The core technology behind these systems is the convolutional neural network, a type of artificial intelligence that processes images in layers, gradually learning to recognise increasingly complex features. Much like a student learning entomology, the system starts by noticing basic shapes and colours, then progresses to more sophisticated features like wing venation patterns or the curve of an antenna. The crucial difference is speed: what might take a human master in hours when given sufficient training data.
So, how well does AI identify insects?
For this article I’ve tested five readily available AI engines.
- Obsidentify is a specialised insect identification application that uses AI to help users identify various insect species through photographs. The app allows users to take pictures of insects they encounter and receive identification suggestions, together with a percentage rating of the identification based on visual analysis.
- Apple has integrated AI capabilities into iPhones that allow users to identify insects through the device’s native assistant. By activating Siri’s visual lookup feature, users can take or select photos of insects and receive identification information directly through Apple’s ecosystem. This functionality is built into iOS devices, eliminating the need for separate app downloads.

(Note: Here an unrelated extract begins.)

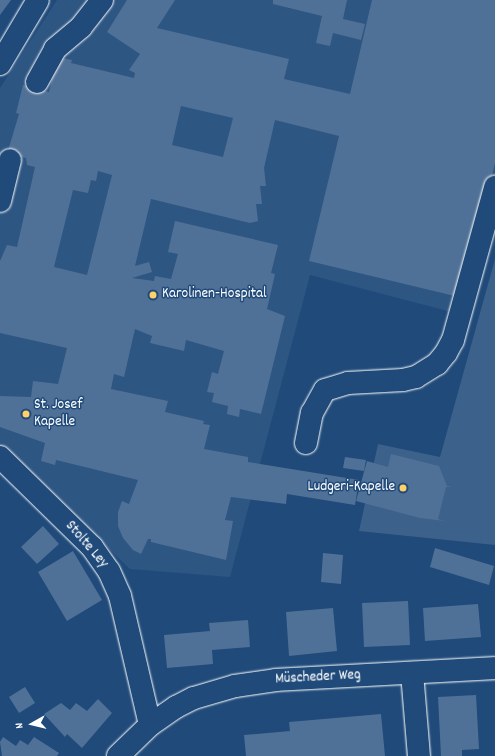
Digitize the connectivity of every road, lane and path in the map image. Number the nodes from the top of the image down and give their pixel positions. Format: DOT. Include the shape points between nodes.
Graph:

- Google Lens is Google’s powerful visual search tool that can identify insects amongst countless other objects, plants and animals. Users can point their camera at an insect or upload an existing photo, and Google Lens will analyse the image and provide identification results along with relevant web information about the species.
- iNaturalist Seek is an educational app designed to encourage exploration of the natural world, with strong capabilities for insect identification. Developed by the California Academy of Sciences and National Geographic, Seek uses image recognition technology to identify insects in real-time through the device’s camera.
- Insect.id is a dedicated identification app that focusses specifically on the world of insects, offering specialised AI-powered recognition for various insect orders and species. The app allows users to photograph insects and receive detailed identification results, often including information about the insect’s taxonomy, distribution and ecological role.
Figure 1.
Images of live specimens used: a) Glyphotaelius pellucidulus; b) Limnephilus flavicornis;
c) Potamophylax latipennis; d) Limnephilus marmoratus; e) Rhyacophila dorsalis ; f) Limnephilus
lunatus; g) Agrypnia varia; h) Limnephilus auricula; i) Polycentropous flavomaculatus. Credit:
Craig Macadam
I focused testing these apps on images of caddisflies (Trichoptera) collected while light trapping in central Scotland. I used images of both live and dead specimens (Figs 1 and 2) and compared the number of correct identifications at family, genus and species level.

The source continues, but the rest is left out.